### Data extracts
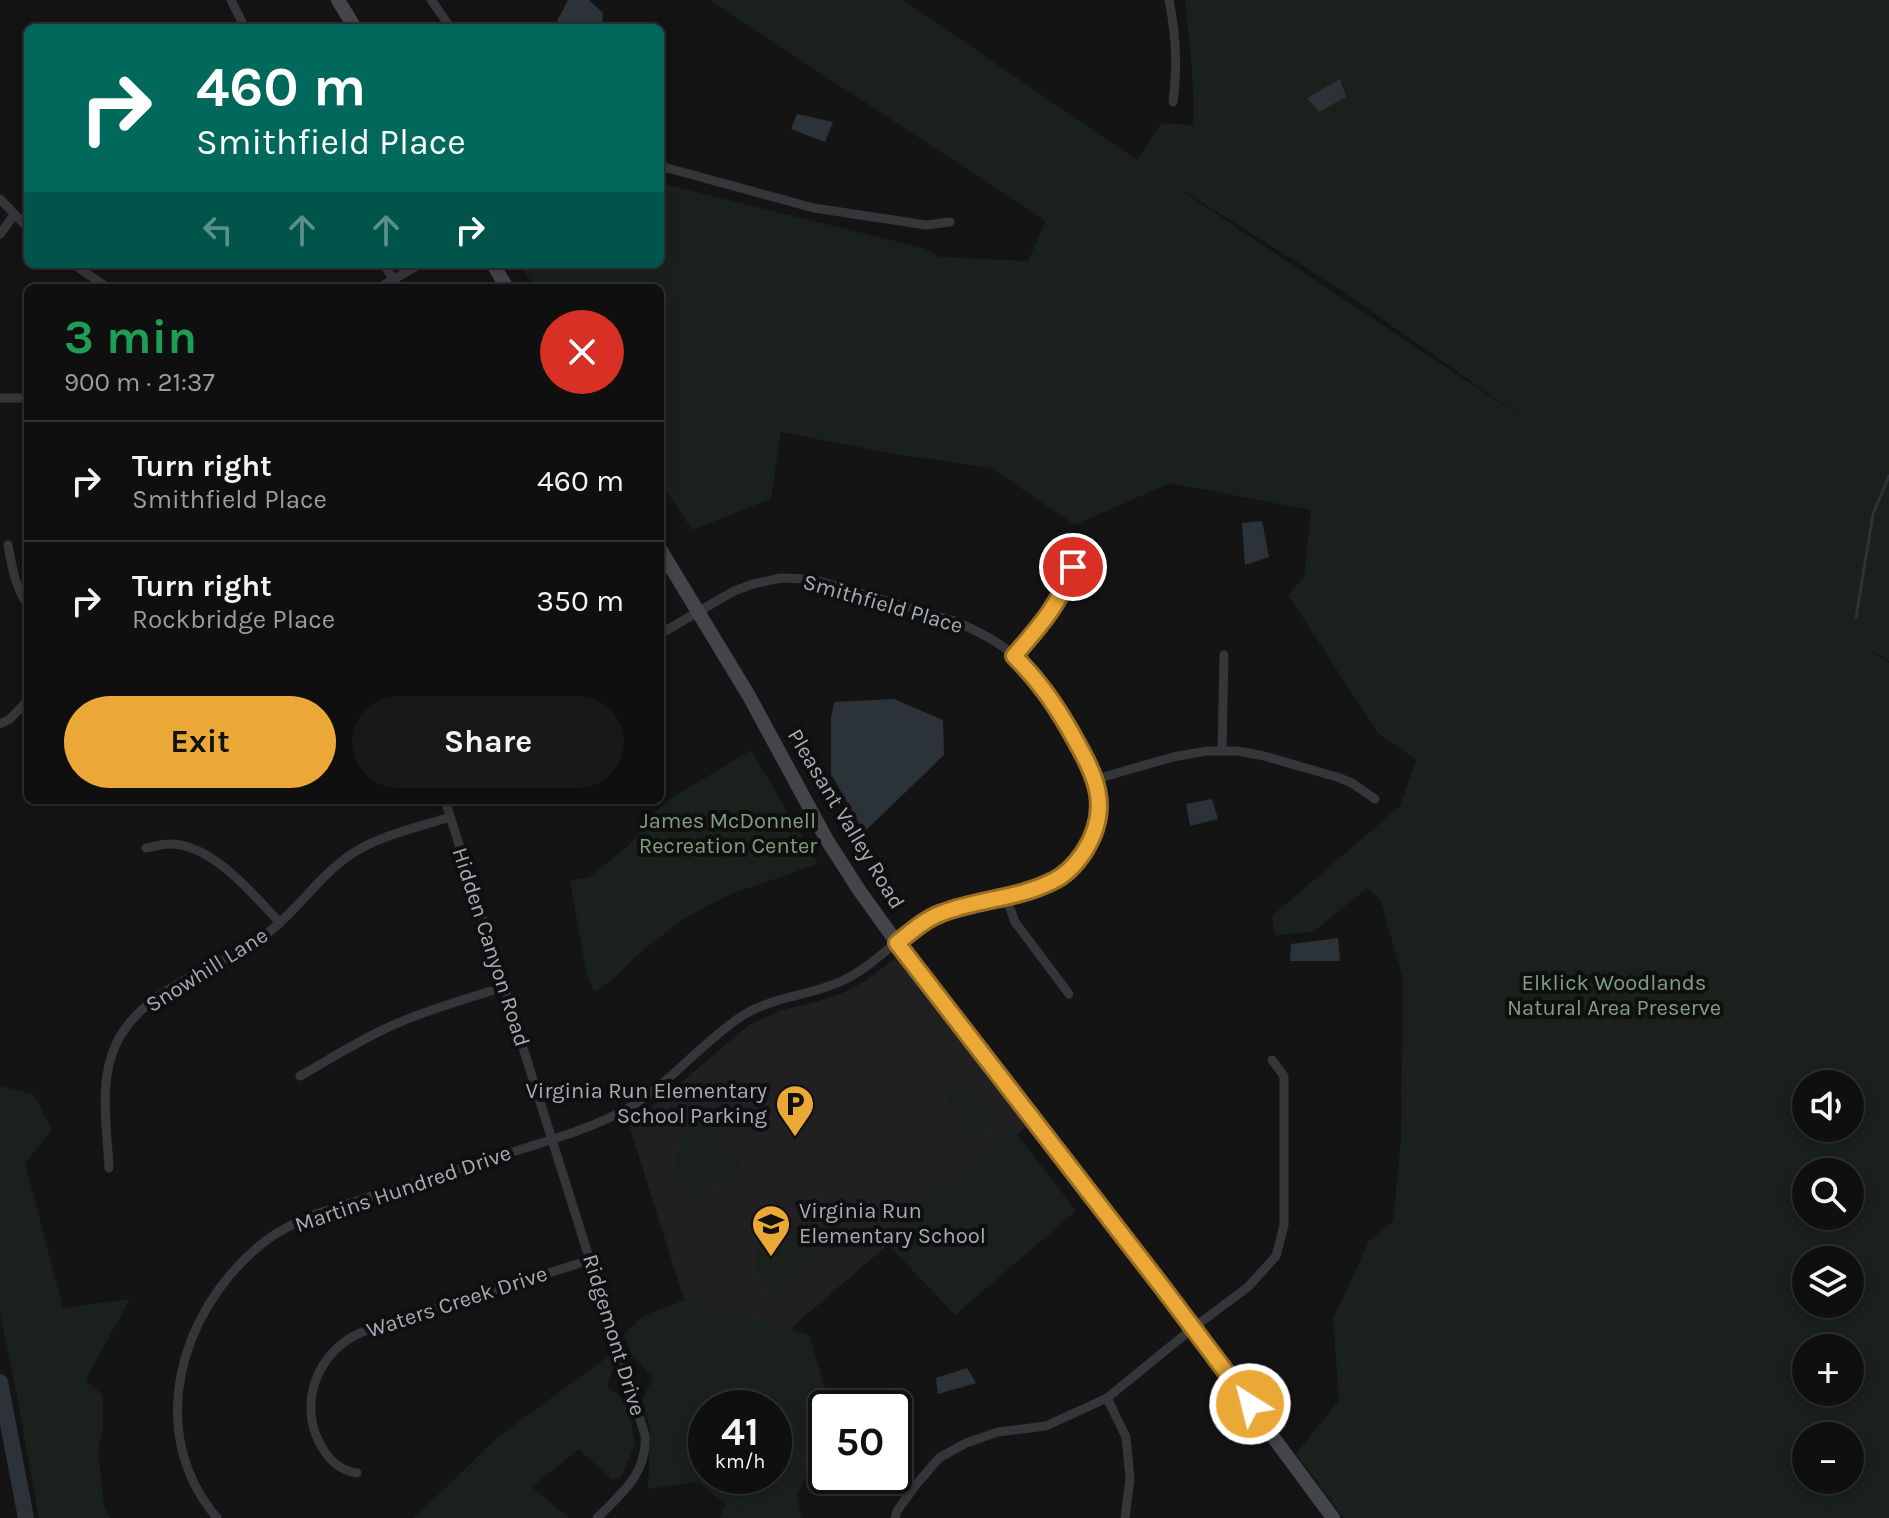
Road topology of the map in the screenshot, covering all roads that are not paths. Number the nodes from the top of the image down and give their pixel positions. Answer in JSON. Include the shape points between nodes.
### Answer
{"nodes":[{"id":1,"x":231,"y":0,"type":"edge"},
{"id":2,"x":338,"y":0,"type":"edge"},
{"id":3,"x":431,"y":0,"type":"edge"},
{"id":4,"x":1169,"y":0,"type":"edge"},
{"id":5,"x":243,"y":24,"type":"edge"},
{"id":6,"x":353,"y":24,"type":"edge"},
{"id":7,"x":448,"y":24,"type":"edge"},
{"id":8,"x":1173,"y":102,"type":"dead end"},
{"id":9,"x":664,"y":167,"type":"edge"},
{"id":10,"x":0,"y":199,"type":"edge"},
{"id":11,"x":14,"y":215,"type":"junction"},
{"id":12,"x":950,"y":222,"type":"dead end"},
{"id":13,"x":24,"y":224,"type":"edge"},
{"id":14,"x":0,"y":234,"type":"edge"},
{"id":15,"x":79,"y":268,"type":"edge"},
{"id":16,"x":415,"y":268,"type":"edge"},
{"id":17,"x":102,"y":284,"type":"edge"},
{"id":18,"x":396,"y":284,"type":"edge"},
{"id":19,"x":0,"y":398,"type":"edge"},
{"id":20,"x":24,"y":398,"type":"edge"},
{"id":21,"x":8,"y":545,"type":"dead end"},
{"id":22,"x":664,"y":556,"type":"edge"},
{"id":23,"x":1073,"y":567,"type":"dead end"},
{"id":24,"x":24,"y":598,"type":"edge"},
{"id":25,"x":698,"y":612,"type":"junction"},
{"id":26,"x":664,"y":632,"type":"edge"},
{"id":27,"x":1224,"y":655,"type":"dead end"},
{"id":28,"x":1014,"y":656,"type":"junction"},
{"id":29,"x":24,"y":704,"type":"edge"},
{"id":30,"x":0,"y":724,"type":"edge"},
{"id":31,"x":1222,"y":751,"type":"junction"},
{"id":32,"x":1096,"y":779,"type":"junction"},
{"id":33,"x":1375,"y":799,"type":"dead end"},
{"id":34,"x":446,"y":804,"type":"edge"},
{"id":35,"x":450,"y":817,"type":"junction"},
{"id":36,"x":146,"y":848,"type":"dead end"},
{"id":37,"x":1006,"y":897,"type":"junction"},
{"id":38,"x":280,"y":923,"type":"junction"},
{"id":39,"x":897,"y":943,"type":"junction"},
{"id":40,"x":504,"y":987,"type":"junction"},
{"id":41,"x":1069,"y":994,"type":"dead end"},
{"id":42,"x":1272,"y":1060,"type":"dead end"},
{"id":43,"x":300,"y":1076,"type":"dead end"},
{"id":44,"x":552,"y":1139,"type":"junction"},
{"id":45,"x":109,"y":1168,"type":"dead end"},
{"id":46,"x":590,"y":1260,"type":"junction"},
{"id":47,"x":1193,"y":1328,"type":"junction"},
{"id":48,"x":1107,"y":1398,"type":"junction"},
{"id":49,"x":357,"y":1473,"type":"dead end"},
{"id":50,"x":1128,"y":1517,"type":"edge"},
{"id":51,"x":217,"y":1518,"type":"edge"},
{"id":52,"x":597,"y":1518,"type":"edge"},
{"id":53,"x":895,"y":1518,"type":"edge"},
{"id":54,"x":1333,"y":1518,"type":"edge"}],
"edges":[{"from":1,"to":5,"type":"street"},
{"from":2,"to":6,"type":"main road"},
{"from":3,"to":7,"type":"street"},
{"from":4,"to":8,"type":"street","via":[[1177,62]]},
{"from":9,"to":12,"type":"street","via":[[814,208],[926,225]]},
{"from":10,"to":11,"type":"street"},
{"from":11,"to":13,"type":"street"},
{"from":11,"to":14,"type":"street"},
{"from":15,"to":17,"type":"street"},
{"from":16,"to":18,"type":"street"},
{"from":19,"to":20,"type":"street"},
{"from":21,"to":24,"type":"street"},
{"from":22,"to":25,"type":"main road","name":"Pleasant Valley Road"},
{"from":23,"to":28,"type":"street","via":[[1059,599]]},
{"from":25,"to":26,"type":"street","name":"Smithfield Place"},
{"from":25,"to":28,"type":"street","name":"Smithfield Place","via":[[753,584],[808,579],[954,621]]},
{"from":25,"to":39,"type":"main road","name":"Pleasant Valley Road","via":[[827,840]]},
{"from":27,"to":31,"type":"street"},
{"from":28,"to":32,"type":"street","name":"Smithfield Place","via":[[1049,696]]},
{"from":29,"to":30,"type":"street"},
{"from":31,"to":32,"type":"street","via":[[1173,757]]},
{"from":31,"to":33,"type":"street","via":[[1264,756],[1337,777]]},
{"from":32,"to":37,"type":"street","name":"Smithfield Place","via":[[1098,819],[1080,858],[1051,882]]},
{"from":34,"to":35,"type":"street","name":"Hidden Canyon Road"},
{"from":35,"to":38,"type":"street","name":"Snowhill Lane","via":[[354,853]]},
{"from":35,"to":40,"type":"street","name":"Hidden Canyon Road"},
{"from":36,"to":38,"type":"street","via":[[170,844],[209,857],[238,878]]},
{"from":37,"to":39,"type":"street","name":"Smithfield Place","via":[[942,913]]},
{"from":37,"to":41,"type":"street","via":[[1015,922]]},
{"from":38,"to":45,"type":"street","name":"Snowhill Lane","via":[[161,995],[122,1033],[106,1080]]},
{"from":39,"to":44,"type":"street","name":"Martins Hundred Drive","via":[[843,980],[750,1012],[637,1103]]},
{"from":39,"to":47,"type":"main road","name":"Pleasant Valley Road"},
{"from":40,"to":43,"type":"street","via":[[395,1024]]},
{"from":40,"to":44,"type":"street","name":"Hidden Canyon Road"},
{"from":42,"to":47,"type":"street","via":[[1284,1076],[1284,1225],[1276,1256],[1248,1287]]},
{"from":44,"to":46,"type":"street","name":"Ridgemont Drive"},
{"from":44,"to":51,"type":"street","name":"Martins Hundred Drive","via":[[316,1214],[273,1236],[232,1273],[195,1332],[177,1391],[186,1465]]},
{"from":46,"to":49,"type":"street","name":"Waters Creek Drive","via":[[365,1331],[337,1347],[316,1379],[312,1420],[330,1459]]},
{"from":46,"to":52,"type":"street","name":"Ridgemont Drive","via":[[645,1443],[637,1475]]},
{"from":47,"to":48,"type":"street"},
{"from":47,"to":54,"type":"main road","name":"Pleasant Valley Road"},
{"from":48,"to":50,"type":"street","via":[[1126,1437]]},
{"from":48,"to":53,"type":"street","via":[[1046,1426],[998,1432],[939,1458]]}]}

### Your assignment
Output all the records, word for word, with no pictures in the copy.

### Answer to this exercise
Road topology of the map in the screenshot, covering all roads that are not paths. Number the nodes from the top of the image down and give their pixel positions. Answer in JSON. Include the shape points between nodes.
### Answer
{"nodes":[{"id":1,"x":231,"y":0,"type":"edge"},
{"id":2,"x":338,"y":0,"type":"edge"},
{"id":3,"x":431,"y":0,"type":"edge"},
{"id":4,"x":1169,"y":0,"type":"edge"},
{"id":5,"x":243,"y":24,"type":"edge"},
{"id":6,"x":353,"y":24,"type":"edge"},
{"id":7,"x":448,"y":24,"type":"edge"},
{"id":8,"x":1173,"y":102,"type":"dead end"},
{"id":9,"x":664,"y":167,"type":"edge"},
{"id":10,"x":0,"y":199,"type":"edge"},
{"id":11,"x":14,"y":215,"type":"junction"},
{"id":12,"x":950,"y":222,"type":"dead end"},
{"id":13,"x":24,"y":224,"type":"edge"},
{"id":14,"x":0,"y":234,"type":"edge"},
{"id":15,"x":79,"y":268,"type":"edge"},
{"id":16,"x":415,"y":268,"type":"edge"},
{"id":17,"x":102,"y":284,"type":"edge"},
{"id":18,"x":396,"y":284,"type":"edge"},
{"id":19,"x":0,"y":398,"type":"edge"},
{"id":20,"x":24,"y":398,"type":"edge"},
{"id":21,"x":8,"y":545,"type":"dead end"},
{"id":22,"x":664,"y":556,"type":"edge"},
{"id":23,"x":1073,"y":567,"type":"dead end"},
{"id":24,"x":24,"y":598,"type":"edge"},
{"id":25,"x":698,"y":612,"type":"junction"},
{"id":26,"x":664,"y":632,"type":"edge"},
{"id":27,"x":1224,"y":655,"type":"dead end"},
{"id":28,"x":1014,"y":656,"type":"junction"},
{"id":29,"x":24,"y":704,"type":"edge"},
{"id":30,"x":0,"y":724,"type":"edge"},
{"id":31,"x":1222,"y":751,"type":"junction"},
{"id":32,"x":1096,"y":779,"type":"junction"},
{"id":33,"x":1375,"y":799,"type":"dead end"},
{"id":34,"x":446,"y":804,"type":"edge"},
{"id":35,"x":450,"y":817,"type":"junction"},
{"id":36,"x":146,"y":848,"type":"dead end"},
{"id":37,"x":1006,"y":897,"type":"junction"},
{"id":38,"x":280,"y":923,"type":"junction"},
{"id":39,"x":897,"y":943,"type":"junction"},
{"id":40,"x":504,"y":987,"type":"junction"},
{"id":41,"x":1069,"y":994,"type":"dead end"},
{"id":42,"x":1272,"y":1060,"type":"dead end"},
{"id":43,"x":300,"y":1076,"type":"dead end"},
{"id":44,"x":552,"y":1139,"type":"junction"},
{"id":45,"x":109,"y":1168,"type":"dead end"},
{"id":46,"x":590,"y":1260,"type":"junction"},
{"id":47,"x":1193,"y":1328,"type":"junction"},
{"id":48,"x":1107,"y":1398,"type":"junction"},
{"id":49,"x":357,"y":1473,"type":"dead end"},
{"id":50,"x":1128,"y":1517,"type":"edge"},
{"id":51,"x":217,"y":1518,"type":"edge"},
{"id":52,"x":597,"y":1518,"type":"edge"},
{"id":53,"x":895,"y":1518,"type":"edge"},
{"id":54,"x":1333,"y":1518,"type":"edge"}],
"edges":[{"from":1,"to":5,"type":"street"},
{"from":2,"to":6,"type":"main road"},
{"from":3,"to":7,"type":"street"},
{"from":4,"to":8,"type":"street","via":[[1177,62]]},
{"from":9,"to":12,"type":"street","via":[[814,208],[926,225]]},
{"from":10,"to":11,"type":"street"},
{"from":11,"to":13,"type":"street"},
{"from":11,"to":14,"type":"street"},
{"from":15,"to":17,"type":"street"},
{"from":16,"to":18,"type":"street"},
{"from":19,"to":20,"type":"street"},
{"from":21,"to":24,"type":"street"},
{"from":22,"to":25,"type":"main road","name":"Pleasant Valley Road"},
{"from":23,"to":28,"type":"street","via":[[1059,599]]},
{"from":25,"to":26,"type":"street","name":"Smithfield Place"},
{"from":25,"to":28,"type":"street","name":"Smithfield Place","via":[[753,584],[808,579],[954,621]]},
{"from":25,"to":39,"type":"main road","name":"Pleasant Valley Road","via":[[827,840]]},
{"from":27,"to":31,"type":"street"},
{"from":28,"to":32,"type":"street","name":"Smithfield Place","via":[[1049,696]]},
{"from":29,"to":30,"type":"street"},
{"from":31,"to":32,"type":"street","via":[[1173,757]]},
{"from":31,"to":33,"type":"street","via":[[1264,756],[1337,777]]},
{"from":32,"to":37,"type":"street","name":"Smithfield Place","via":[[1098,819],[1080,858],[1051,882]]},
{"from":34,"to":35,"type":"street","name":"Hidden Canyon Road"},
{"from":35,"to":38,"type":"street","name":"Snowhill Lane","via":[[354,853]]},
{"from":35,"to":40,"type":"street","name":"Hidden Canyon Road"},
{"from":36,"to":38,"type":"street","via":[[170,844],[209,857],[238,878]]},
{"from":37,"to":39,"type":"street","name":"Smithfield Place","via":[[942,913]]},
{"from":37,"to":41,"type":"street","via":[[1015,922]]},
{"from":38,"to":45,"type":"street","name":"Snowhill Lane","via":[[161,995],[122,1033],[106,1080]]},
{"from":39,"to":44,"type":"street","name":"Martins Hundred Drive","via":[[843,980],[750,1012],[637,1103]]},
{"from":39,"to":47,"type":"main road","name":"Pleasant Valley Road"},
{"from":40,"to":43,"type":"street","via":[[395,1024]]},
{"from":40,"to":44,"type":"street","name":"Hidden Canyon Road"},
{"from":42,"to":47,"type":"street","via":[[1284,1076],[1284,1225],[1276,1256],[1248,1287]]},
{"from":44,"to":46,"type":"street","name":"Ridgemont Drive"},
{"from":44,"to":51,"type":"street","name":"Martins Hundred Drive","via":[[316,1214],[273,1236],[232,1273],[195,1332],[177,1391],[186,1465]]},
{"from":46,"to":49,"type":"street","name":"Waters Creek Drive","via":[[365,1331],[337,1347],[316,1379],[312,1420],[330,1459]]},
{"from":46,"to":52,"type":"street","name":"Ridgemont Drive","via":[[645,1443],[637,1475]]},
{"from":47,"to":48,"type":"street"},
{"from":47,"to":54,"type":"main road","name":"Pleasant Valley Road"},
{"from":48,"to":50,"type":"street","via":[[1126,1437]]},
{"from":48,"to":53,"type":"street","via":[[1046,1426],[998,1432],[939,1458]]}]}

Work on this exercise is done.